Harrow groaned. She had not experienced such a prolonged agony since achieving full lyctorhood with Gideon. She was used to her hurts healing almost instantly these days, but she’d been conscious for somewhere between five seconds and one hundred years, and her head still ached. 

Memory was very slow to return to her, crowded out by pain. This was how she’d used to feel, she remembered, when she’d drastically overextended her necromancy.
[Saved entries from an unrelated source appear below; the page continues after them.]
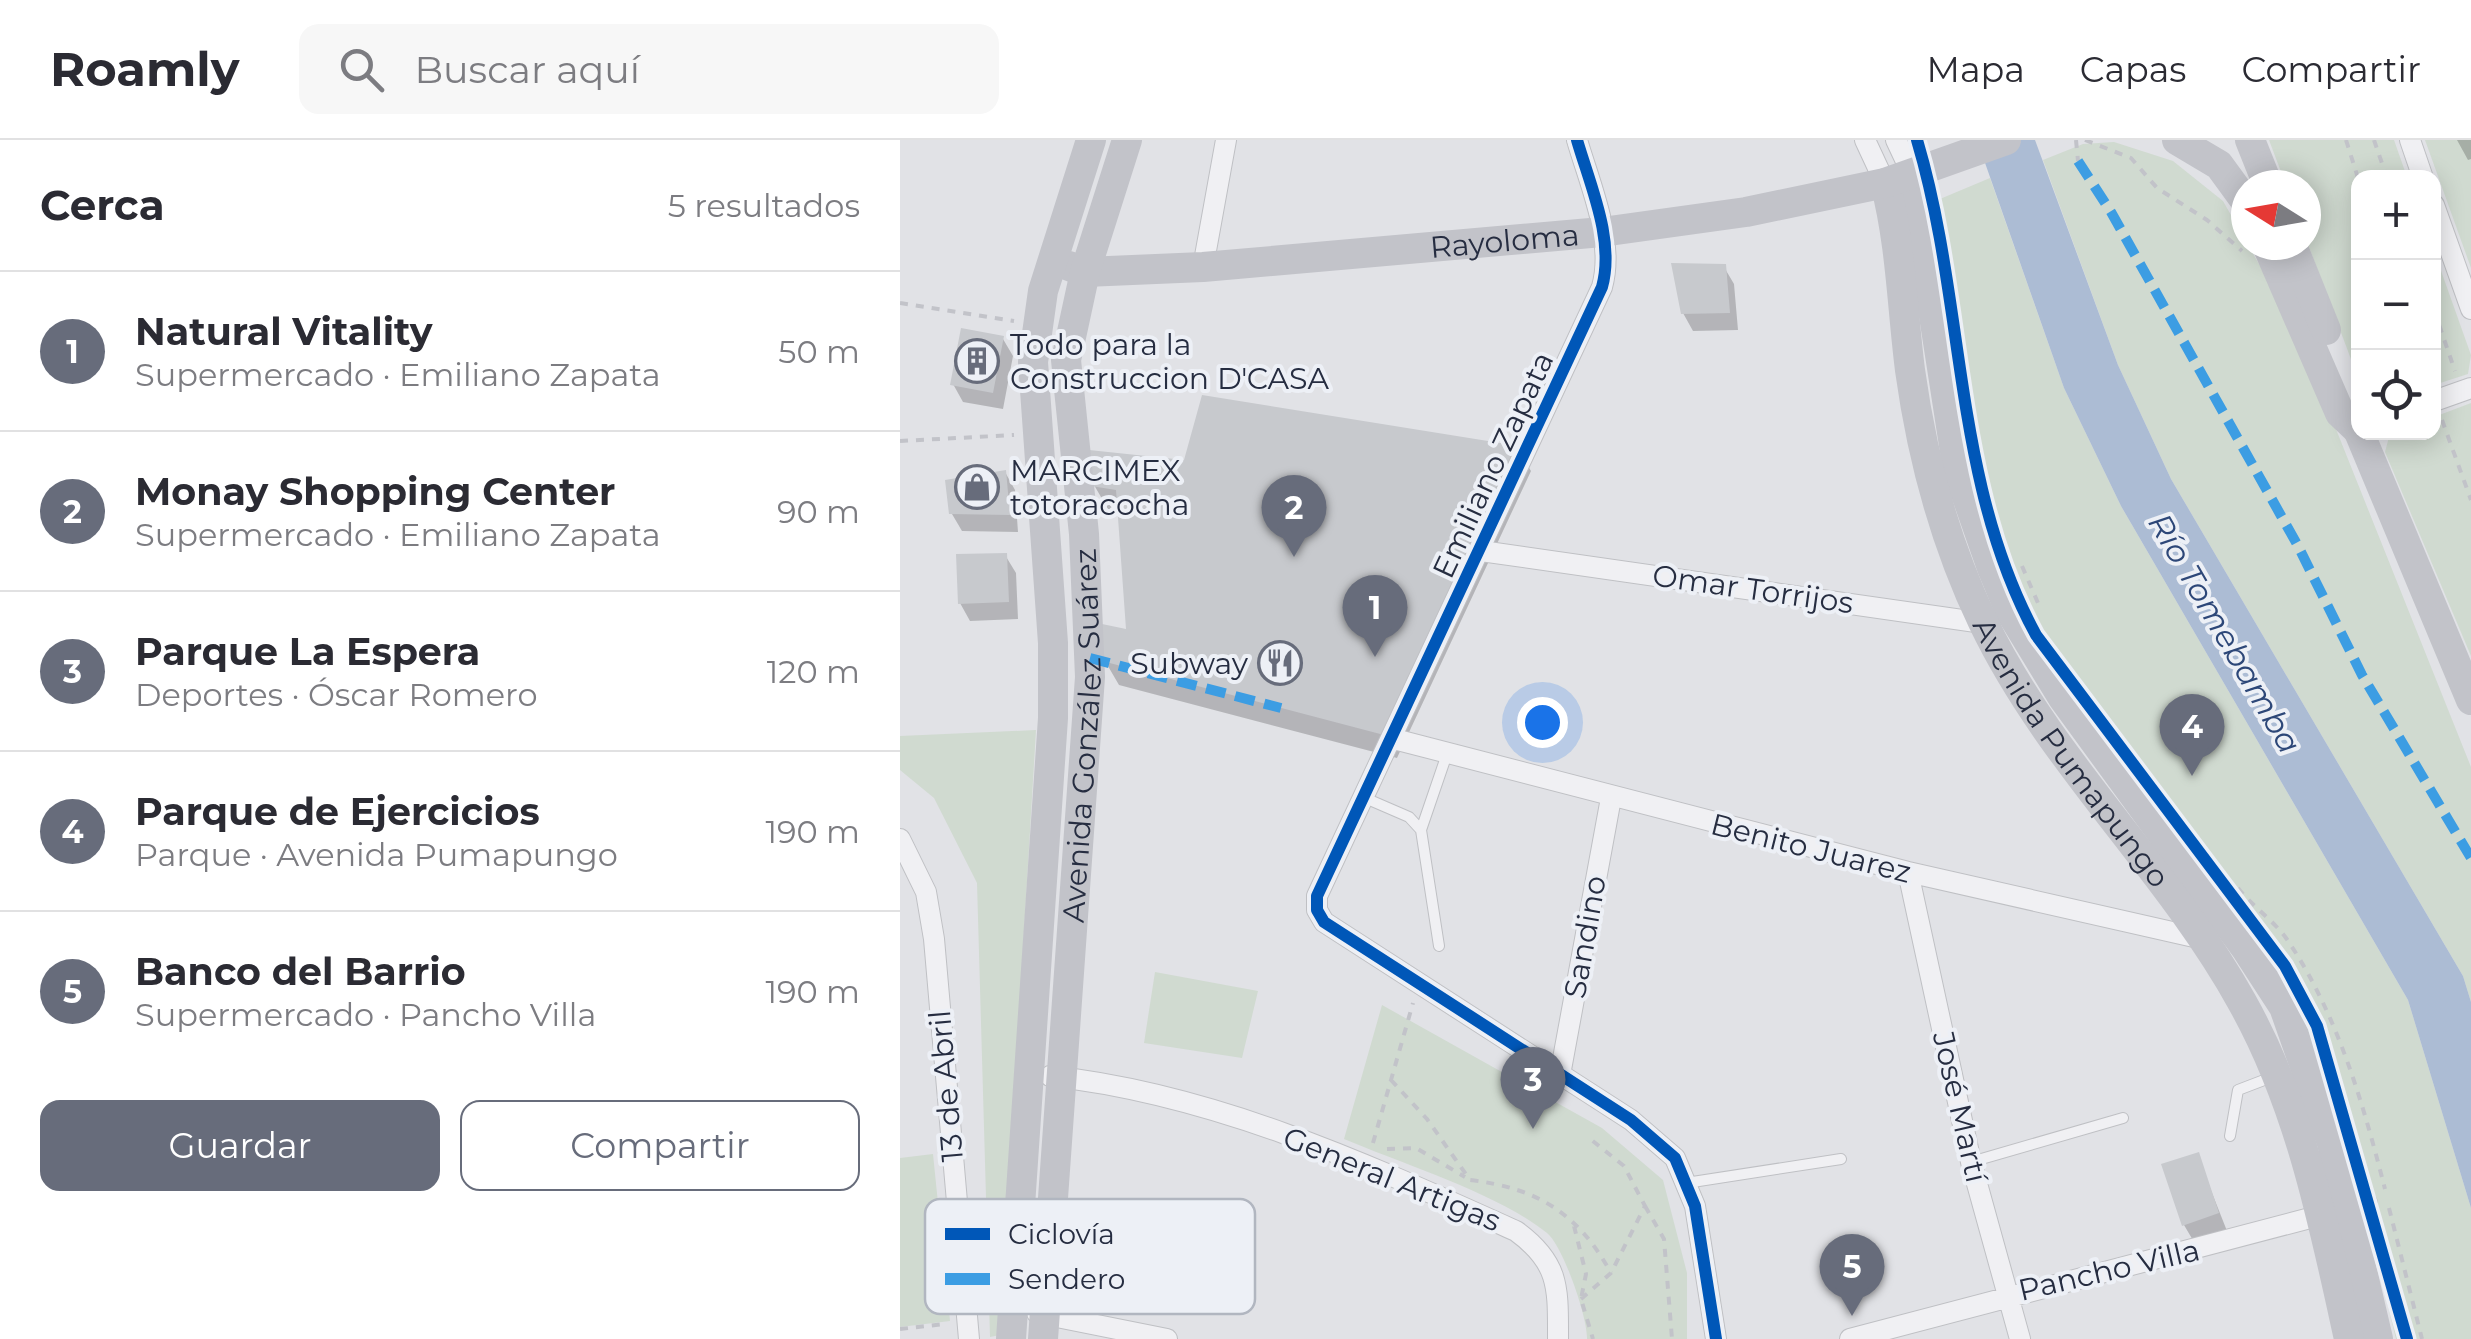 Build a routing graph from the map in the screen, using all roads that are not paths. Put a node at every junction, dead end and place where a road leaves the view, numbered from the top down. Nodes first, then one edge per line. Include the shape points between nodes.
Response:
1 (1091, 140) edge
2 (1127, 140) edge
3 (1226, 140) edge
4 (1577, 140) edge
5 (1865, 140) edge
6 (1896, 140) edge
7 (2006, 140) edge
8 (2177, 140) edge
9 (2250, 140) edge
10 (2410, 140) edge
11 (2262, 170) edge
12 (2421, 170) edge
13 (1907, 175) junction
14 (2231, 181) edge
15 (2441, 226) edge
16 (1602, 232) junction
17 (1053, 260) junction
18 (2263, 260) edge
19 (2298, 260) edge
20 (1203, 267) junction
21 (1084, 272) junction
22 (2471, 310) edge
23 (2466, 389) edge
24 (2351, 395) edge
25 (2441, 398) edge
26 (2351, 424) edge
27 (2362, 440) edge
28 (1481, 551) junction
29 (2004, 613) junction
30 (2471, 700) edge
31 (1394, 739) junction
32 (1447, 754) junction
33 (1365, 798) junction
34 (1611, 798) junction
35 (1421, 830) junction
36 (900, 839) edge
37 (1908, 872) junction
38 (2227, 928) junction
39 (1439, 946) dead end
40 (1029, 1074) junction
41 (1560, 1075) junction
42 (2278, 1075) junction
43 (1060, 1077) junction
44 (2122, 1118) dead end
45 (2230, 1136) dead end
46 (1841, 1159) dead end
47 (1971, 1162) junction
48 (1685, 1183) junction
49 (957, 1199) edge
50 (1019, 1199) edge
51 (1052, 1199) edge
52 (2346, 1209) junction
53 (2005, 1294) junction
54 (1043, 1326) edge
55 (1167, 1339) edge
56 (1558, 1339) edge
57 (1716, 1339) edge
58 (1850, 1339) edge
59 (2020, 1339) edge
60 (2349, 1339) edge
61 (2378, 1339) edge

1 - 17 main road, Avenida González Suárez
2 - 21 main road, Avenida González Suárez
3 - 20 street
4 - 16 street, Emiliano Zapata
5 - 13 street, Avenida Pumapungo
6 - 13 street, Avenida Pumapungo
7 - 13 main road, Rayoloma
8 - 14 main road via 2219,165
9 - 11 main road
10 - 12 street
13 - 16 main road, Rayoloma via 1746,212
13 - 29 main road, Avenida Pumapungo via 1930,480
15 - 22 street
16 - 20 main road, Rayoloma
16 - 28 street, Emiliano Zapata via 1602,287
17 - 21 main road, Rayoloma
17 - 40 main road, Avenida González Suárez via 1035,324 1054,718
18 - 26 main road
19 - 24 main road
20 - 21 main road, Rayoloma
21 - 43 main road, Avenida González Suárez via 1066,376 1084,534 1090,677
23 - 25 street
27 - 30 main road
28 - 29 street, Omar Torrijos
28 - 31 street, Emiliano Zapata
29 - 38 main road, Avenida Pumapungo via 2011,673 2108,818
31 - 32 street, Benito Juarez
31 - 33 street, Emiliano Zapata
32 - 34 street, Benito Juarez
32 - 35 lane
33 - 35 lane via 1409,816
33 - 41 street, Emiliano Zapata via 1317,896 1324,922
34 - 37 street, Benito Juarez
34 - 41 street, Sandino
35 - 39 lane
36 - 49 street, 13 de Abril via 926,892 934,939
37 - 38 street, Benito Juarez
37 - 47 street, José Martí
38 - 42 main road, Avenida Pumapungo via 2241,1000
38 - 52 main road, Avenida Pumapungo via 2264,975 2295,1032
40 - 43 street, General Artigas
40 - 50 main road, Avenida González Suárez
41 - 48 street via 1632,1120 1675,1158
42 - 45 lane via 2238,1090
42 - 52 main road, Avenida Pumapungo
43 - 51 main road, Avenida González Suárez
43 - 56 street, General Artigas via 1191,1104 1328,1146 1516,1230 1540,1248 1553,1270
44 - 47 lane
46 - 48 lane
47 - 53 street, José Martí
48 - 57 street via 1695,1206
52 - 53 street, Pancho Villa
52 - 60 main road, Avenida Pumapungo
52 - 61 main road, Avenida Pumapungo
53 - 58 street, Pancho Villa
53 - 59 street, José Martí
54 - 55 street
But now that she was a lyctor, her access to thanergy was almost infinite.

For her to feel this awful, she must have done something truly substantial.

Memory returned.

“Did it work?” She had to say it twice, because her first attempt was an unintelligible croak.

“It worked. You've been asleep for two weeks” Gideon said, sounding faintly awed. “Two _weeks._ That’s like, longer than you’ve slept in your whole life. Put together. Palamedes had to put you on a drip to stop you drying out.”

That explained the odd discomfort in her left hand, which she’d barely noticed over her furious headache. Her flesh did not easily tolerate foreign bodies - she wondered what Sextus had contrived to stop her skin from simply rejecting the needle and pushing it out. She decided she didn’t care enough to look.

“They’re alive?”

“They aren’t awake yet. Palamedes sent over to the Sixth for a bunch of medical shit to keep them healthy until they do, but he doesn’t seem worried. Apparently he found records of the original resurrection on the Mithraeum, and it took them like a month to wake up, but dad had all that stupid god power to keep them going until they did - we’re relying on bags of fluid and lots of machines that go beep, and just, like, tonnes of my blood. I know I regenerate like crazy, even for a lyctor, but we’re going to have to have a chat about how that doesn’t mean he gets to keep pinching bits of me ‘for science’. Uh, we kind of had to take over the whole chapel to make space. I hope you’re not mad.”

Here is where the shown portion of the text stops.